Durante esta conversación Valentina había permanecido silenciosa.

—¡Y bien!, caballero —dijo tras unos minutos de reflexión la señora de Saint-Merán—, es preciso que os deis prisa, porque me quedan pocos momentos de vida.

—¡A vos!, ¡señora!; ¡a vos!, ¡mamá! —exclamaron a un tiempo Villefort y Valentina.

—Yo sé lo que me digo —repuso la marquesa—; es preciso que os deis prisa, a fin de que, no teniendo madre, tenga al menos a su abuela para bendecir su unión. Yo soy la única que le queda por parte de mi pobre Renata, a quien tan pronto habéis olvidado.

—¡Ah!, señora —dijo Villefort—, ¿no conocéis que era preciso dar una madre a esta pobre niña, que había perdido a la suya?

—Una madrastra no es una madre, caballero. Pero no se trata ahora de esto, se trata de Valentina; dejemos en paz a los muertos.
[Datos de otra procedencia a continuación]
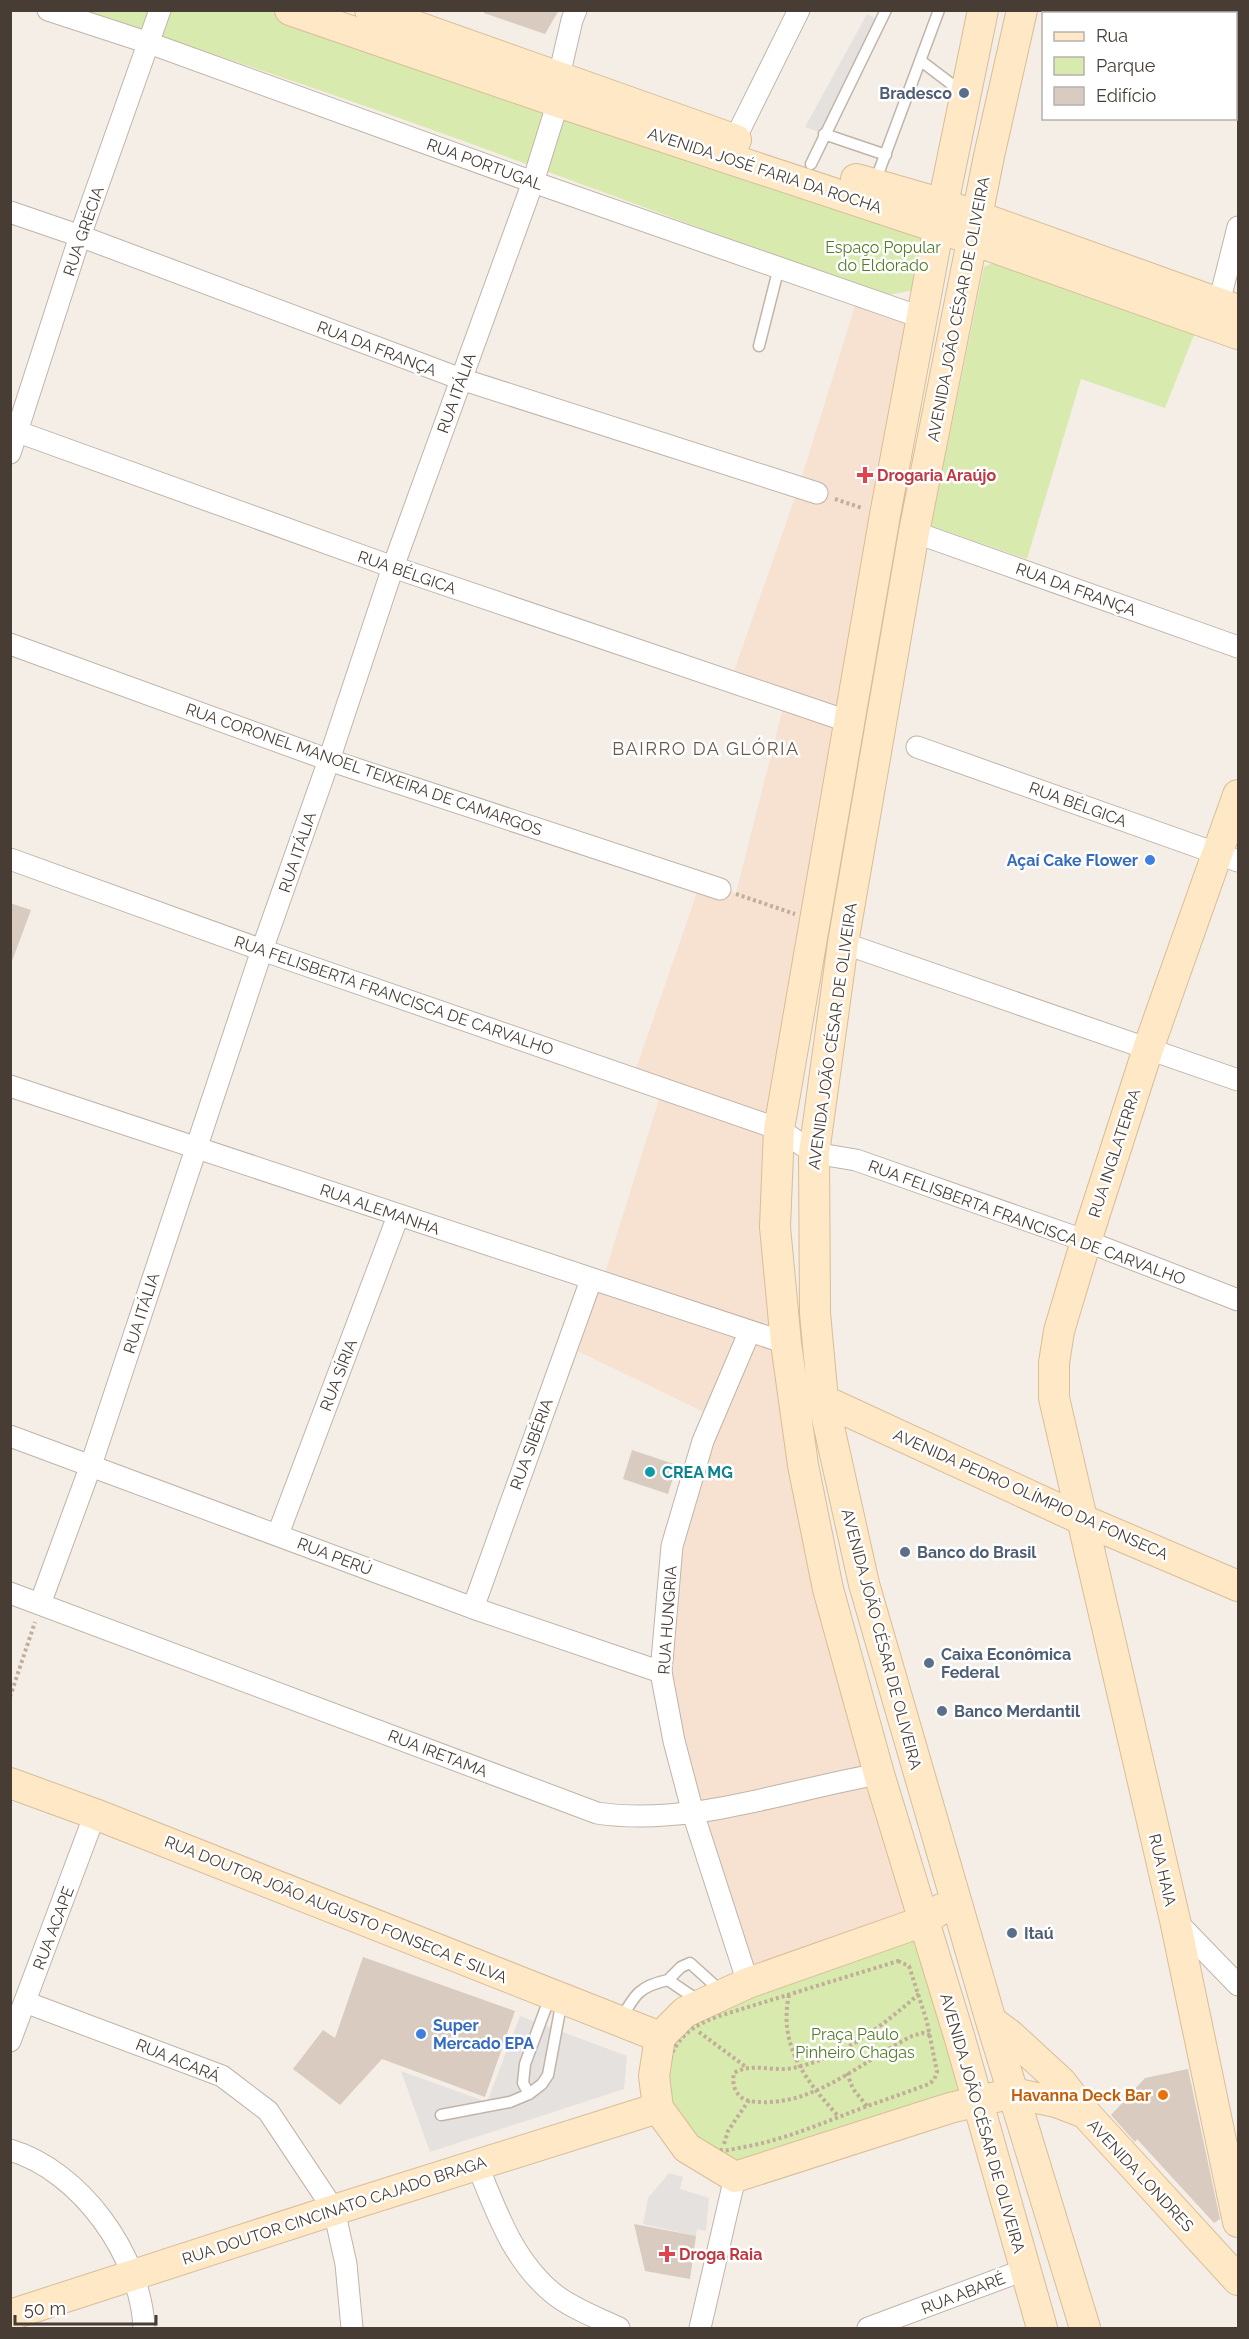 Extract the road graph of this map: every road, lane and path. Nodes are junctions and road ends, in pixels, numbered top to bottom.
1 (48, 10) edge
2 (160, 10) edge
3 (290, 10) edge
4 (370, 10) edge
5 (576, 10) edge
6 (799, 10) edge
7 (886, 10) edge
8 (939, 10) edge
9 (983, 10) edge
10 (1022, 10) edge
11 (149, 42) junction
12 (921, 61) junction
13 (558, 89) junction
14 (964, 93) junction
15 (824, 134) junction
16 (735, 139) junction
17 (886, 155) junction
18 (811, 164) junction
19 (533, 182) junction
20 (874, 185) junction
21 (10, 212) edge
22 (941, 216) junction
23 (1239, 227) edge
24 (975, 228) junction
25 (80, 236) junction
26 (779, 267) junction
27 (1229, 307) edge
28 (923, 318) junction
29 (1239, 334) edge
30 (759, 346) dead end
31 (461, 379) junction
32 (14, 430) edge
33 (10, 453) edge
34 (817, 494) joint
35 (885, 515) junction
36 (914, 532) junction
37 (393, 567) junction
38 (10, 644) edge
39 (1239, 647) edge
40 (850, 722) junction
41 (917, 747) dead end
42 (329, 760) junction
43 (1239, 795) edge
44 (1228, 857) edge
45 (10, 859) edge
46 (720, 889) joint
47 (815, 921) junction
48 (843, 943) junction
49 (262, 950) junction
50 (1148, 1048) junction
51 (1239, 1080) edge
52 (10, 1086) edge
53 (821, 1104) junction
54 (779, 1129) junction
55 (196, 1147) junction
56 (814, 1153) junction
57 (398, 1216) junction
58 (1086, 1241) junction
59 (591, 1280) junction
60 (1239, 1300) edge
61 (749, 1333) junction
62 (786, 1343) junction
63 (824, 1400) junction
64 (10, 1436) edge
65 (91, 1465) junction
66 (1083, 1520) junction
67 (278, 1534) junction
68 (1239, 1586) edge
69 (10, 1593) edge
70 (40, 1604) junction
71 (473, 1608) junction
72 (661, 1672) junction
73 (10, 1696) edge
74 (879, 1774) junction
75 (10, 1784) edge
76 (693, 1813) junction
77 (95, 1814) junction
78 (955, 1895) junction
79 (1175, 1920) junction
80 (924, 1921) junction
81 (668, 1980) junction
82 (1239, 1985) edge
83 (789, 1994) junction
84 (919, 1994) junction
85 (557, 1996) junction
86 (25, 2002) junction
87 (717, 2002) junction
88 (992, 2021) junction
89 (620, 2022) junction
90 (930, 2035) junction
91 (660, 2037) junction
92 (10, 2042) edge
93 (746, 2067) junction
94 (800, 2067) junction
95 (847, 2073) junction
96 (816, 2091) junction
97 (1013, 2093) junction
98 (529, 2094) junction
99 (749, 2100) junction
100 (977, 2100) junction
101 (867, 2106) junction
102 (658, 2108) junction
103 (1085, 2113) junction
104 (441, 2115) dead end
105 (838, 2117) junction
106 (10, 2150) edge
107 (722, 2151) junction
108 (477, 2164) junction
109 (735, 2177) junction
110 (334, 2210) junction
111 (1239, 2222) edge
112 (1024, 2270) junction
113 (134, 2276) junction
114 (1239, 2280) edge
115 (10, 2315) edge
116 (144, 2328) edge
117 (352, 2328) edge
118 (619, 2328) edge
119 (700, 2328) edge
120 (868, 2328) edge
121 (1042, 2328) edge
122 (1085, 2328) edge

1 - 11 street, RUA PORTUGAL
2 - 11 street, RUA GRÉCIA
3 - 13 street, AVENIDA JOSÉ FARIA DA ROCHA
4 - 13 street, AVENIDA JOSÉ FARIA DA ROCHA
5 - 13 street, RUA ITÁLIA
6 - 16 street
7 - 15 lane
8 - 12 lane
9 - 14 street, AVENIDA JOÃO CÉSAR DE OLIVEIRA
10 - 24 street, AVENIDA JOÃO CÉSAR DE OLIVEIRA
11 - 19 street, RUA PORTUGAL
11 - 25 street, RUA GRÉCIA
12 - 14 lane
12 - 17 lane
13 - 16 street, AVENIDA JOSÉ FARIA DA ROCHA
13 - 19 street, RUA ITÁLIA
13 - 22 street, AVENIDA JOSÉ FARIA DA ROCHA
14 - 22 street, AVENIDA JOÃO CÉSAR DE OLIVEIRA
15 - 17 lane
15 - 18 lane
16 - 18 street, AVENIDA JOSÉ FARIA DA ROCHA
17 - 20 lane
18 - 20 street, AVENIDA JOSÉ FARIA DA ROCHA
19 - 26 street, RUA PORTUGAL
19 - 31 street, RUA ITÁLIA
20 - 22 street, AVENIDA JOSÉ FARIA DA ROCHA
21 - 25 street, RUA DA FRANÇA
22 - 24 street, AVENIDA JOSÉ FARIA DA ROCHA
22 - 28 street, AVENIDA JOÃO CÉSAR DE OLIVEIRA
23 - 27 street
24 - 27 street, AVENIDA JOSÉ FARIA DA ROCHA
24 - 29 street, AVENIDA JOSÉ FARIA DA ROCHA
24 - 36 street, AVENIDA JOÃO CÉSAR DE OLIVEIRA
25 - 31 street, RUA DA FRANÇA
25 - 32 street, RUA GRÉCIA
26 - 28 street, RUA PORTUGAL
26 - 30 lane
28 - 35 street, AVENIDA JOÃO CÉSAR DE OLIVEIRA
31 - 34 street, RUA DA FRANÇA
31 - 37 street, RUA ITÁLIA
32 - 33 street, RUA GRÉCIA
32 - 37 street, RUA BÉLGICA
34 - 35 path
35 - 40 street, AVENIDA JOÃO CÉSAR DE OLIVEIRA
36 - 39 street, RUA DA FRANÇA
36 - 48 street, AVENIDA JOÃO CÉSAR DE OLIVEIRA
37 - 40 street, RUA BÉLGICA
37 - 42 street, RUA ITÁLIA
38 - 42 street, RUA CORONEL MANOEL TEIXEIRA DE CAMARGOS
40 - 47 street, AVENIDA JOÃO CÉSAR DE OLIVEIRA
41 - 44 street, RUA BÉLGICA
42 - 46 street, RUA CORONEL MANOEL TEIXEIRA DE CAMARGOS
42 - 49 street, RUA ITÁLIA
43 - 44 street, RUA INGLATERRA
44 - 50 street, RUA INGLATERRA
45 - 49 street, RUA FELISBERTA FRANCISCA DE CARVALHO
46 - 47 path
47 - 54 street, AVENIDA JOÃO CÉSAR DE OLIVEIRA
48 - 50 street
48 - 53 street, AVENIDA JOÃO CÉSAR DE OLIVEIRA
49 - 54 street, RUA FELISBERTA FRANCISCA DE CARVALHO
49 - 55 street, RUA ITÁLIA
50 - 51 street
50 - 58 street, RUA INGLATERRA
52 - 55 street, RUA ALEMANHA
53 - 54 street
53 - 56 street, AVENIDA JOÃO CÉSAR DE OLIVEIRA
54 - 56 street, RUA FELISBERTA FRANCISCA DE CARVALHO
54 - 62 street, AVENIDA JOÃO CÉSAR DE OLIVEIRA
55 - 57 street, RUA ALEMANHA
55 - 65 street, RUA ITÁLIA
56 - 58 street, RUA FELISBERTA FRANCISCA DE CARVALHO
56 - 63 street, AVENIDA JOÃO CÉSAR DE OLIVEIRA
57 - 59 street, RUA ALEMANHA
57 - 67 street, RUA SÍRIA
58 - 60 street, RUA FELISBERTA FRANCISCA DE CARVALHO
58 - 66 street, RUA INGLATERRA
59 - 61 street, RUA ALEMANHA
59 - 71 street, RUA SIBÉRIA
61 - 62 street
61 - 72 street, RUA HUNGRIA
62 - 74 street, AVENIDA JOÃO CÉSAR DE OLIVEIRA
63 - 66 street, AVENIDA PEDRO OLÍMPIO DA FONSECA
63 - 78 street, AVENIDA JOÃO CÉSAR DE OLIVEIRA
64 - 65 street, RUA PERÚ
65 - 67 street, RUA PERÚ
65 - 70 street, RUA ITÁLIA
66 - 68 street, AVENIDA PEDRO OLÍMPIO DA FONSECA
66 - 79 street, RUA HAIA
67 - 71 street, RUA PERÚ
69 - 70 street, RUA IRETAMA
70 - 73 path
70 - 76 street, RUA IRETAMA
71 - 72 street, RUA PERÚ
72 - 76 street, RUA HUNGRIA
74 - 76 street, RUA IRETAMA
74 - 80 street, AVENIDA JOÃO CÉSAR DE OLIVEIRA
75 - 77 street, RUA DOUTOR JOÃO AUGUSTO FONSECA E SILVA
76 - 87 street, RUA HUNGRIA
77 - 85 street, RUA DOUTOR JOÃO AUGUSTO FONSECA E SILVA
77 - 86 street, RUA ACAPE
78 - 80 street
78 - 88 street, AVENIDA JOÃO CÉSAR DE OLIVEIRA
79 - 82 street
79 - 111 street, RUA HAIA
80 - 87 street
80 - 100 street, AVENIDA JOÃO CÉSAR DE OLIVEIRA
81 - 87 lane
81 - 87 lane
81 - 89 lane
83 - 84 path
83 - 87 path
83 - 94 path
84 - 90 path
84 - 94 path
85 - 89 street, RUA DOUTOR JOÃO AUGUSTO FONSECA E SILVA
85 - 98 lane
85 - 98 lane
86 - 92 street, RUA ACAPE
86 - 110 street, RUA ACARÁ
87 - 91 street
87 - 93 path
87 - 107 path
88 - 97 street, AVENIDA JOÃO CÉSAR DE OLIVEIRA
88 - 103 street, AVENIDA LONDRES
89 - 91 street, RUA DOUTOR JOÃO AUGUSTO FONSECA E SILVA
90 - 95 path
90 - 101 path
91 - 102 street
93 - 94 path
93 - 99 path
94 - 96 path
95 - 96 path
95 - 101 path
96 - 99 path
96 - 105 path
97 - 100 street
97 - 103 street
97 - 122 street, AVENIDA JOÃO CÉSAR DE OLIVEIRA
98 - 104 lane
99 - 107 path
100 - 109 street
100 - 112 street, AVENIDA JOÃO CÉSAR DE OLIVEIRA
101 - 105 path
102 - 108 street, RUA DOUTOR CINCINATO CAJADO BRAGA
102 - 109 street
103 - 114 street, AVENIDA LONDRES
105 - 107 path
106 - 113 street
108 - 110 street, RUA DOUTOR CINCINATO CAJADO BRAGA
108 - 118 street
109 - 119 street
110 - 113 street, RUA DOUTOR CINCINATO CAJADO BRAGA
110 - 117 street, RUA ACARÁ
112 - 120 street, RUA ABARÉ
112 - 121 street, AVENIDA JOÃO CÉSAR DE OLIVEIRA
113 - 115 street, RUA DOUTOR CINCINATO CAJADO BRAGA
113 - 116 street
Todo esto había sido dicho con tal acento, que había algo que se asemejaba a los síntomas de un delirio.

—Se hará como deseáis, señora —dijo Villefort—, y tanto más, cuanto que vuestro deseo está de acuerdo con el mío; y en cuanto llegue el señor d’Epinay a París…

—Mamá —dijo Valentina—, las murmuraciones, el luto reciente…, ¿queréis, en fin, celebrar una boda bajo tan tristes auspicios?

—Hija mía —interrumpió vivamente la abuela—, no me des esas razones que impiden a los espíritus débiles tener un porvenir feliz. Yo también he sido casada en el lecho de la muerte de mi madre, y no he sido desgraciada por eso.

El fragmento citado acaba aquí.